A: Studies of film and book reviews show that readers rate negative critics as more intelligent, even if they don’t like them. Similarly they don’t like people who praise themselves, but they take modesty at face value: when you don’t toot your own horn people assume you have good reason. The same situation goes for the office, and it often seems you can be liked (when you praise others) or respected (for criticizing others), but not both. The best strategy for countering this is a mutual admiration society.

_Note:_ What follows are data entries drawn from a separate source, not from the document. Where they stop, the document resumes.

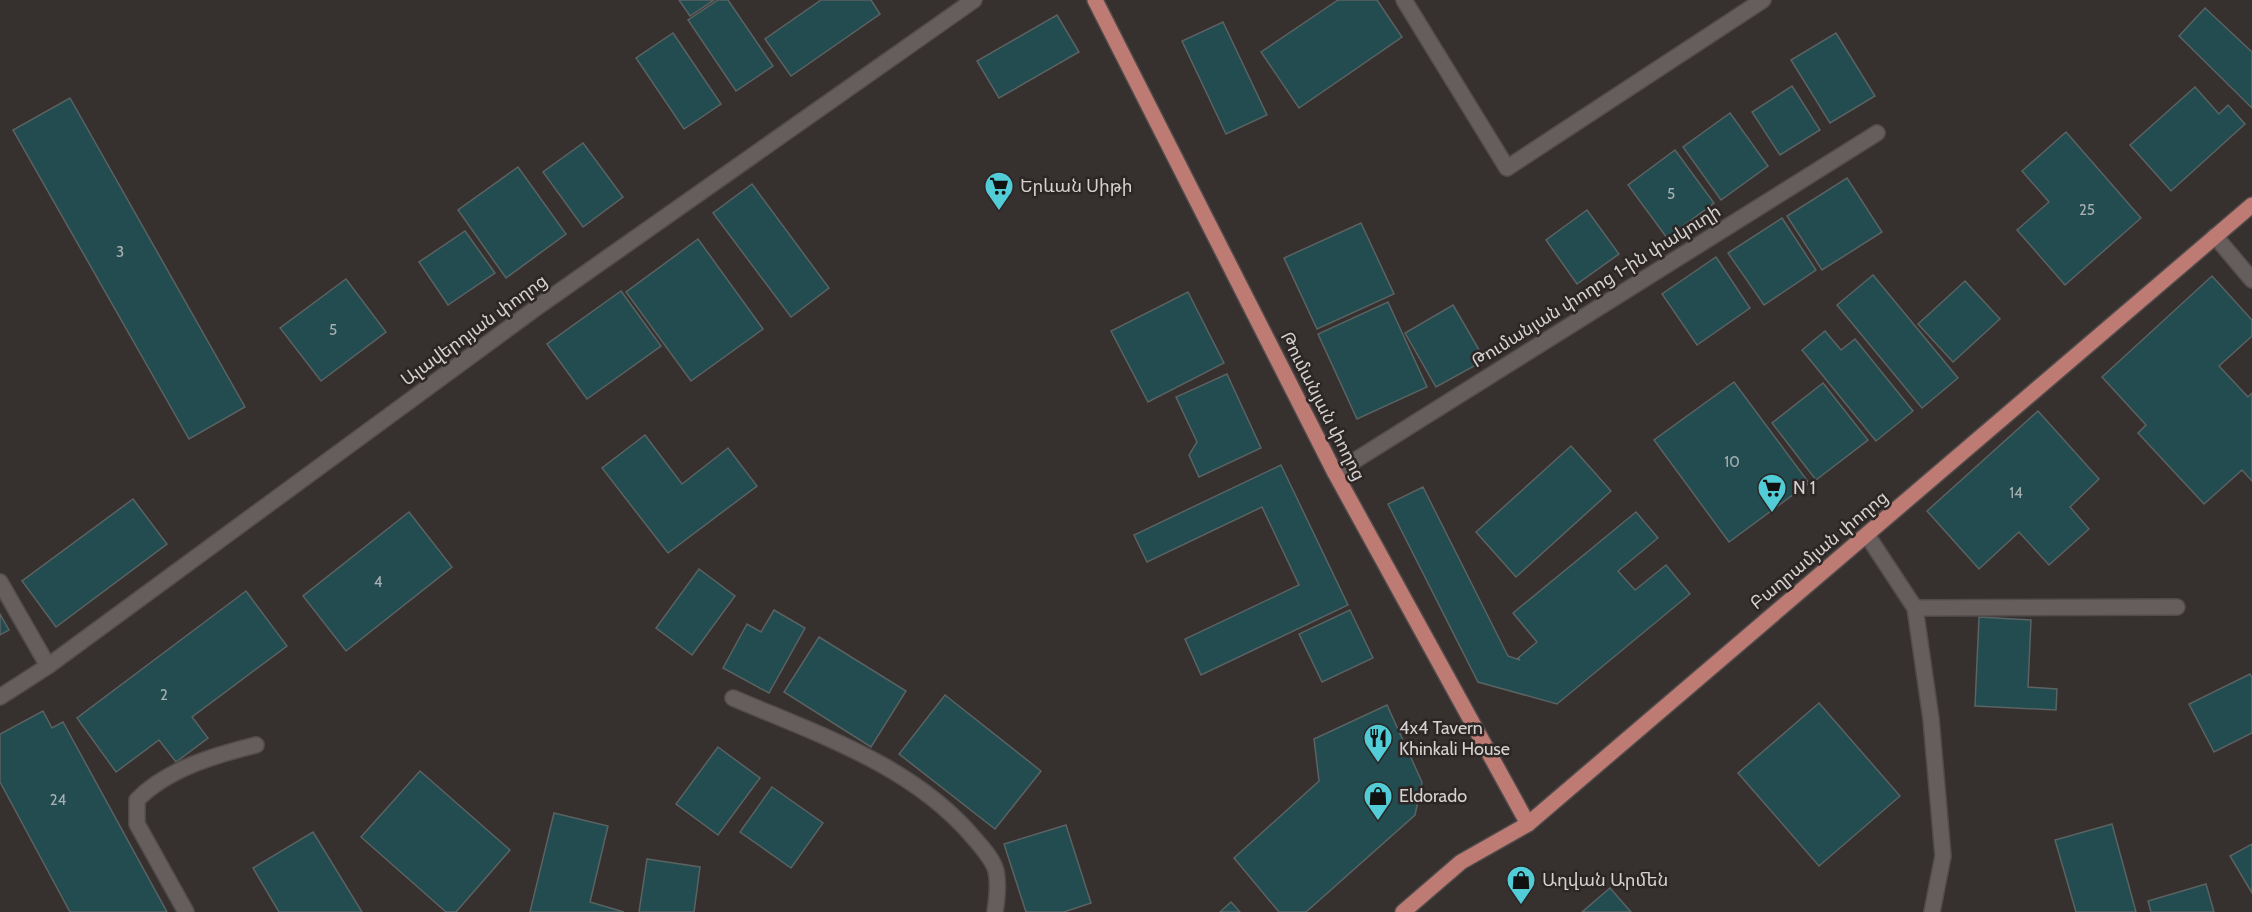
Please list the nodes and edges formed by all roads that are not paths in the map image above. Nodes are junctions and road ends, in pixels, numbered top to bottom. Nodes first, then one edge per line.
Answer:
1 (974, 0) edge
2 (1095, 0) edge
3 (1404, 0) edge
4 (1763, 0) edge
5 (1877, 133) dead end
6 (2252, 205) edge
7 (2215, 236) junction
8 (2252, 280) edge
9 (1335, 473) junction
10 (1867, 535) junction
11 (0, 582) edge
12 (2177, 607) dead end
13 (1915, 608) junction
14 (48, 666) junction
15 (0, 697) edge
16 (733, 698) dead end
17 (256, 745) dead end
18 (1528, 824) junction
19 (186, 912) edge
20 (995, 912) edge
21 (1403, 912) edge
22 (1932, 912) edge

1 - 14 street, Ալավերդյան փողոց
2 - 9 main road, Թումանյան փողոց
3 - 4 street
5 - 9 street, Թումանյան փողոց 1-ին փակուղի
6 - 7 main road, Բաղրամյան փողոց
7 - 8 street
7 - 10 main road, Բաղրամյան փողոց
9 - 18 main road, Թումանյան փողոց
10 - 13 street
10 - 18 main road, Բաղրամյան փողոց
11 - 14 street
12 - 13 street
13 - 22 street
14 - 15 street, Ալավերդյան փողոց
16 - 20 street
17 - 19 street
18 - 21 main road, Բաղրամյան փողոց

I’ll say nice things about you to everyone, and you’ll say nice things about me, and we’ll both get the benefits of praise, and the benefits of praising.
Q: You believe negativity is underestimated in standard management techniques like the evaluation sandwich: praise, criticism, praise.
A: When we hear something negative we immediately and literally forget what happened just before, and we remember much more what happened after. If I start out as a manager with effusive praise, which supposedly makes the coming criticism go down easier, the minute I move on to the negative things that praise is blasted from your brain, doesn’t make it into memory at all. You don’t remember it, and what are you hearing? Negativity. Even if you then hear some vague—“Basically you’re doing fine”—afterwards, what you remember is vicious criticism, because criticism always seems much worse than it is, and you are very unhappy. And I, as manager, am thinking, “Wait a minute, I just praised this guy. Didn’t he hear me?” And the answer is, he heard it, but his brain was built to forget it.
Q: Is that why we keep doing the same dumb things over and over; “once burned, twice shy,” isn’t true?
A: It’s more the opposite. We remember the negative experience far more than the cause, if it comes right before. And then, when we’ve burned our fingers again, we say, “Damn, now I remember, that happened before!”